P7 Dipolar EPR spectroscopy on membrane embedded transport complexes

Our main objective within this SFB is the application of PELDOR (pulsed electron-electron double resonance) spectroscopy to determine structural changes of membrane transport proteins between their different functional states. PELDOR is based on dipolar interactions between two electron spins and can be used to estimate the distance and orientation of these spin labels to each other. The possible distances range from 1.5 up to 8 nm - which strongly depends on the echo phase memory time.

Our goal is to study several membrane proteins in lipid membranes. However, the phase memory time is often very short in such environments, therefore one of our first goals is to optimize the sample composition that satisfies both the structural integrity of the membrane protein and a sufficient length of the phase memory time to reach the necessary PELDOR quality.

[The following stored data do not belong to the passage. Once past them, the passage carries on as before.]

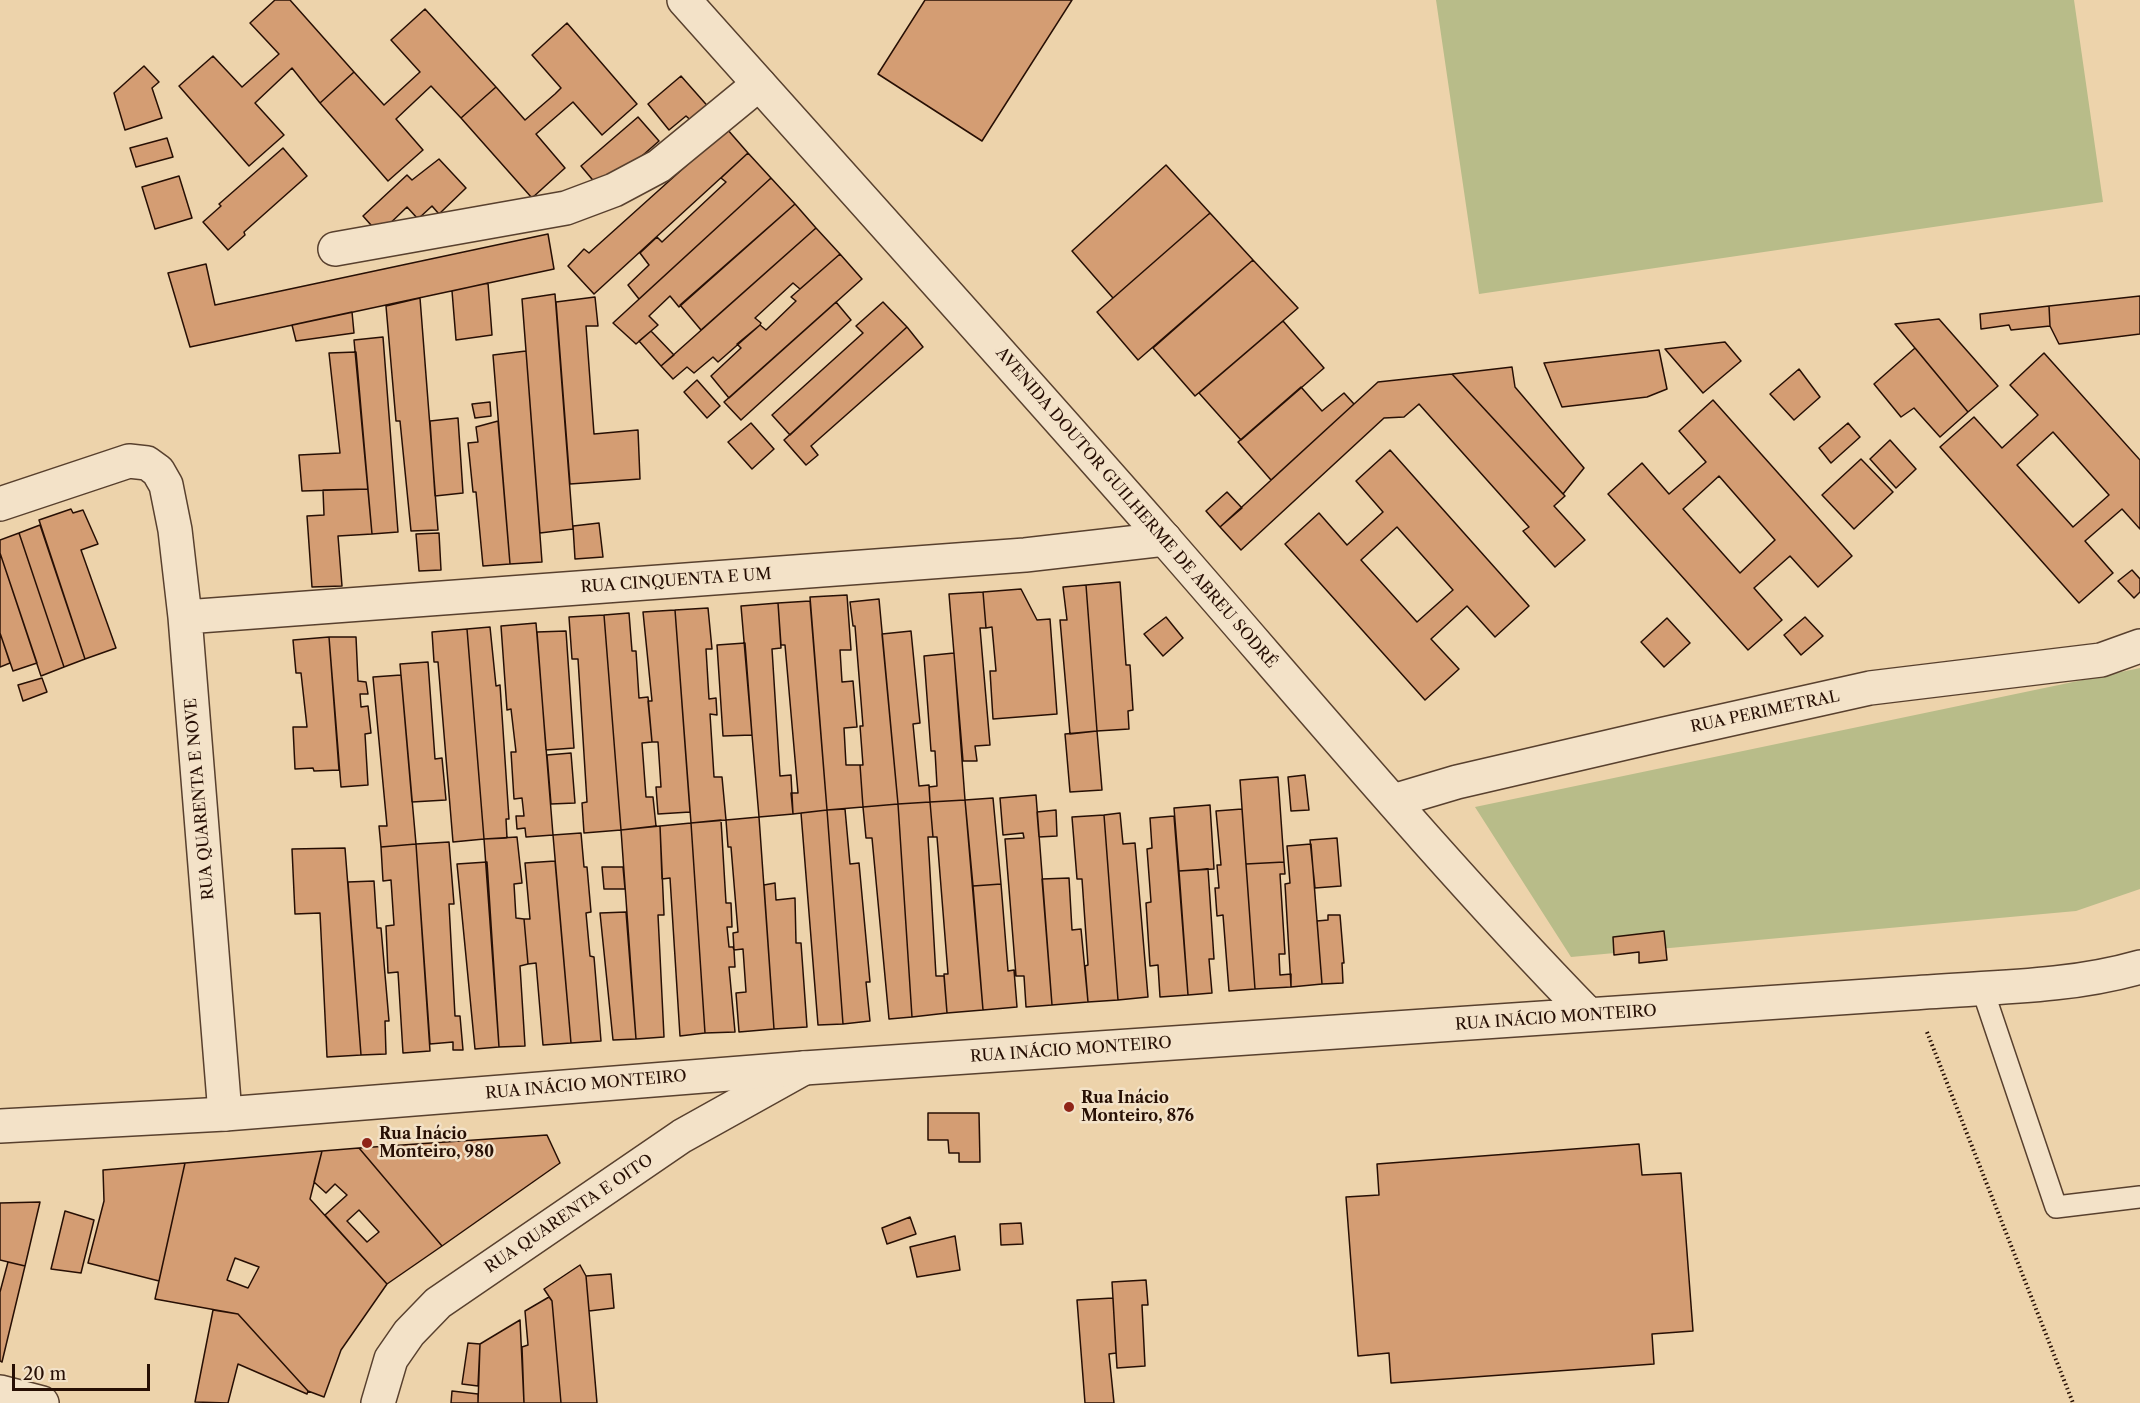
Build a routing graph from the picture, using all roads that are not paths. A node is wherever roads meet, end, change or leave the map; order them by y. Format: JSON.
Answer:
{"nodes":[{"id":1,"x":684,"y":0,"type":"edge"},
{"id":2,"x":759,"y":84,"type":"junction"},
{"id":3,"x":335,"y":249,"type":"dead end"},
{"id":4,"x":0,"y":504,"type":"edge"},
{"id":5,"x":1165,"y":539,"type":"junction"},
{"id":6,"x":185,"y":617,"type":"junction"},
{"id":7,"x":2140,"y":646,"type":"edge"},
{"id":8,"x":1394,"y":801,"type":"junction"},
{"id":9,"x":2140,"y":966,"type":"edge"},
{"id":10,"x":1982,"y":988,"type":"junction"},
{"id":11,"x":1590,"y":1016,"type":"junction"},
{"id":12,"x":804,"y":1068,"type":"junction"},
{"id":13,"x":225,"y":1114,"type":"junction"},
{"id":14,"x":0,"y":1126,"type":"edge"},
{"id":15,"x":2140,"y":1197,"type":"edge"},
{"id":16,"x":0,"y":1392,"type":"edge"},
{"id":17,"x":42,"y":1403,"type":"edge"},
{"id":18,"x":378,"y":1403,"type":"edge"}],
"edges":[{"from":1,"to":2,"type":"street","name":"AVENIDA DOUTOR GUILHERME DE ABREU SODRÉ"},
{"from":2,"to":3,"type":"street"},
{"from":2,"to":5,"type":"street","name":"AVENIDA DOUTOR GUILHERME DE ABREU SODRÉ"},
{"from":4,"to":6,"type":"street","name":"RUA QUARENTA E NOVE"},
{"from":5,"to":6,"type":"street","name":"RUA CINQUENTA E UM"},
{"from":5,"to":8,"type":"street","name":"AVENIDA DOUTOR GUILHERME DE ABREU SODRÉ"},
{"from":6,"to":13,"type":"street","name":"RUA QUARENTA E NOVE"},
{"from":7,"to":8,"type":"street","name":"RUA PERIMETRAL"},
{"from":8,"to":11,"type":"street","name":"AVENIDA DOUTOR GUILHERME DE ABREU SODRÉ"},
{"from":9,"to":10,"type":"street","name":"RUA INÁCIO MONTEIRO"},
{"from":10,"to":11,"type":"street","name":"RUA INÁCIO MONTEIRO"},
{"from":10,"to":15,"type":"lane"},
{"from":11,"to":12,"type":"street","name":"RUA INÁCIO MONTEIRO"},
{"from":12,"to":13,"type":"street","name":"RUA INÁCIO MONTEIRO"},
{"from":12,"to":18,"type":"street","name":"RUA QUARENTA E OITO"},
{"from":13,"to":14,"type":"street","name":"RUA INÁCIO MONTEIRO"},
{"from":16,"to":17,"type":"street"}]}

We apply this spectroscopic method to multidrug transporters like LmrA: the aim is to obtain information about structural features and conformational changes that determine drug binding and transport during the ATP cycle. A series of nitroxide spin-labeled mutants along the LmrA transmembrane domain will be prepared by the Glaubitz group. Another collaboration with the group of MacKinnon (Rockefeller, NY) is intended to study several membrane-voltage depending states of KvAP, a tetrameric voltage-dependent potassium ion channel protein. A simpler ion channel KcsA does show for proteins unusually strong restricted orientations of the spin labels and demonstrates the potential of PELDOR spectroscopy. Other transporters (e.g. TBsmr, ABCB9) will be studied in a similar way with magnetic resonance spectroscopic methods, in cooperation with other groups of this SFB.